What is less obvious is that the extremely dry weather the Permian Basin is known for is also a breeding ground for static. Moisture in the air helps dissipate static charges—so when Basin humidity counts drop below 20 percent, to levels sometimes as low as 6 percent, there is even more danger. This kind of static is not confined to a recognizable event like a thunderstorm, says Lightning Master Founder and President Bruce A. Kaiser.
Because accumulated static charges do their damage when they build high enough to arc to an entity with a lesser charge, Kaiser says the best defense is to have all components on a site connected and grounded into a unified static control system. The unified system has several critical components.

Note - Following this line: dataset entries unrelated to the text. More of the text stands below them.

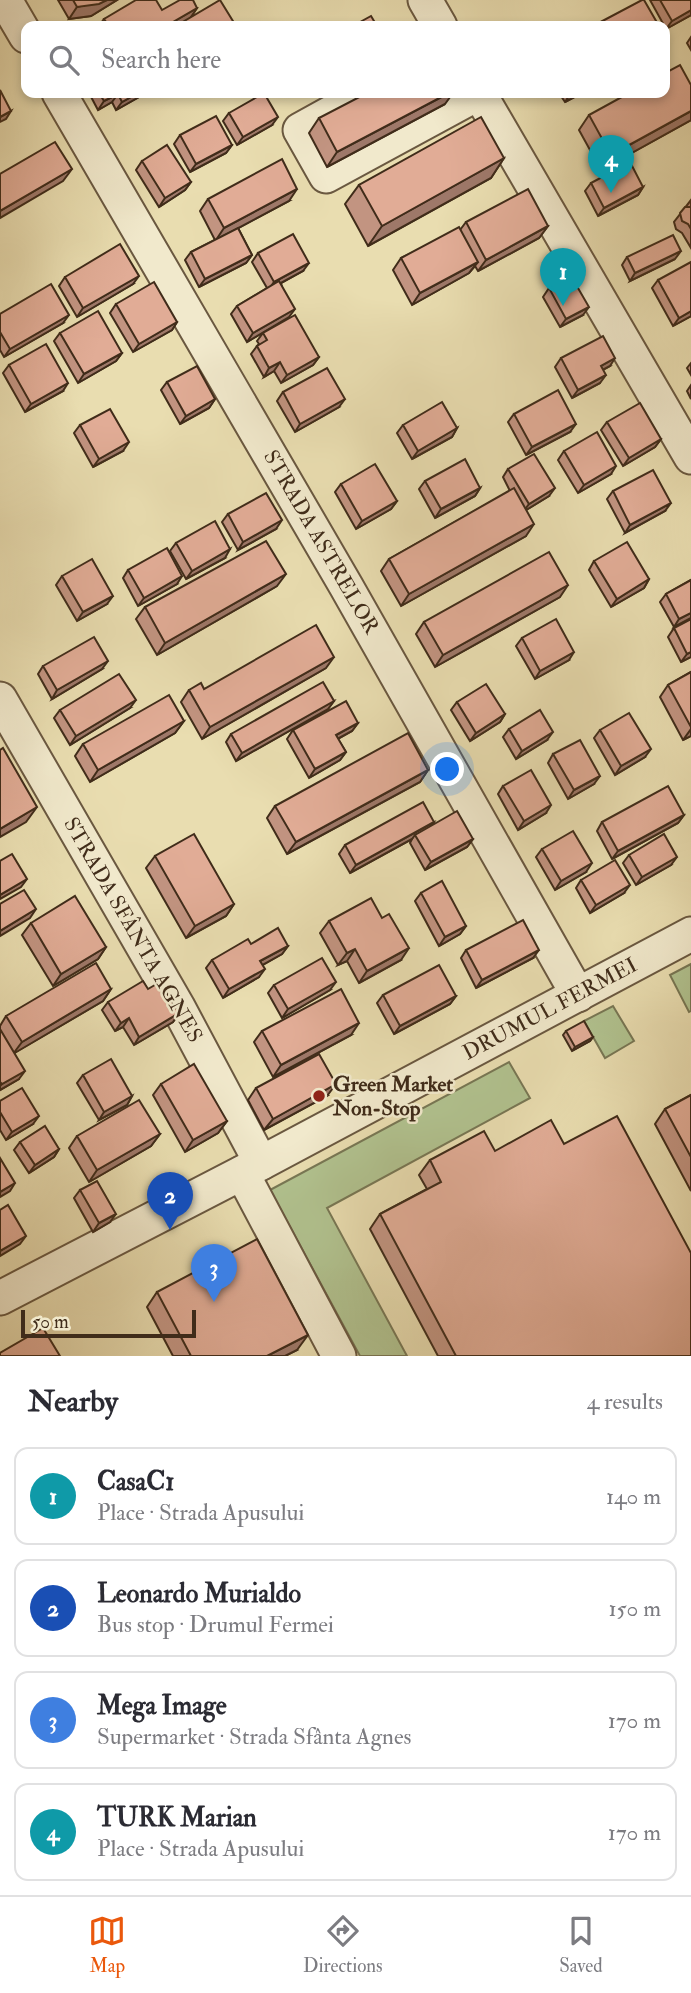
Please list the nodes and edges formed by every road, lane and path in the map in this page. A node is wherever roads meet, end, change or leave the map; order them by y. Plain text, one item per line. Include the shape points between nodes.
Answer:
1 (5, 0) edge
2 (425, 0) edge
3 (437, 21) edge
4 (21, 27) edge
5 (62, 98) edge
6 (358, 98) edge
7 (470, 98) edge
8 (482, 98) edge
9 (691, 457) edge
10 (0, 699) edge
11 (691, 934) edge
12 (578, 995) junction
13 (252, 1168) junction
14 (0, 1298) edge
15 (339, 1356) edge

1 - 4 street
2 - 3 street
5 - 12 street, STRADA ASTRELOR
6 - 7 street via 300,130 326,176
8 - 9 street
10 - 13 street, STRADA SFÂNTA AGNES via 165,985
11 - 12 street, DRUMUL FERMEI
12 - 13 street, DRUMUL FERMEI
13 - 14 street, DRUMUL FERMEI
13 - 15 street, STRADA SFÂNTA AGNES

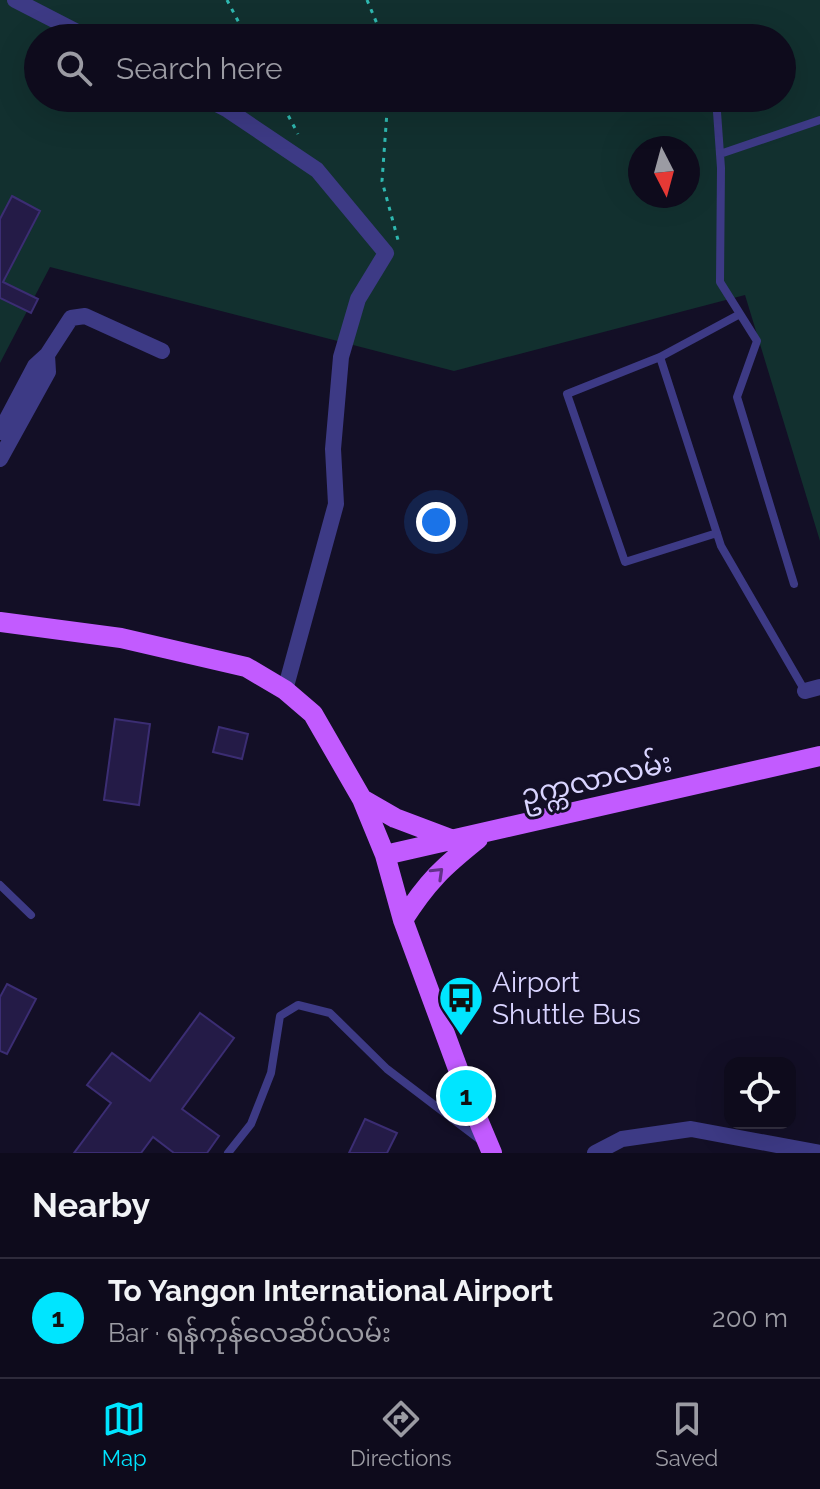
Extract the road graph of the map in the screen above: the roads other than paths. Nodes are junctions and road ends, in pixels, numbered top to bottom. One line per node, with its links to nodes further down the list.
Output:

Protecting storage tanks for external floating-roof storage tanks, “You need to bond the floating roof to the shell of the tank,” says Kaiser. This is a two step process. “One is, you need to have sliding contacts to handle the short-duration, high-energy part of the lightning strike.” Here there will still be a very short duration arc, too short to cause ignition. The second component of a lightning strike is the longer duration discharge—the one which, if not handled, is the one more likely to start a fire.
“To handle that you need a fixed conductor, called a bypass conductor.” This will quench any arcing from the sliding contact before the arc can start a fire.
In addition to the tanks themselves, Lightning Master installs structural lightning protection in the form of streamer-delaying (fuzzy ball) air terminals. “That reduces the likelihood of lightning actually striking the rim of the tank or the roof of the tank,” said Kaiser.
Protecting Production Tanks Most operators use fiberglass or a lined steel tank, both of which tend to build up a static charge. “The real problem with these is not a direct strike to the tanks,” Kaiser explains, “it’s a strike anywhere within a half-mile or so.”
The issue is something known as “secondary-effect arcing” or induced-current arcing. This can cause arcing between the bull plug and the thief hatch. The thief hatch is the most likely location for off gas to accumulate—and arc there can literally blow the top off a tank, or worse.
As stated previously, the remedy is to bond all pieces of metal together with conductors to help them stay at the same potential. This removes the opportunity for arcing.
The product inside the tank must also be grounded to the shell. All of this is within Lightning Master’s purview.
Once grounded, the system must be maintained. If a tank is moved, re-plumbed, or the conductors or clamps are removed for any reason, they must be reconnected or the system’s protection is lost.
But lightning is not the only risk. In dry weather wind and sand can also create static and a type of lightning that is just as dangerous. Lightning Master has advanced systems to handle these and more issues.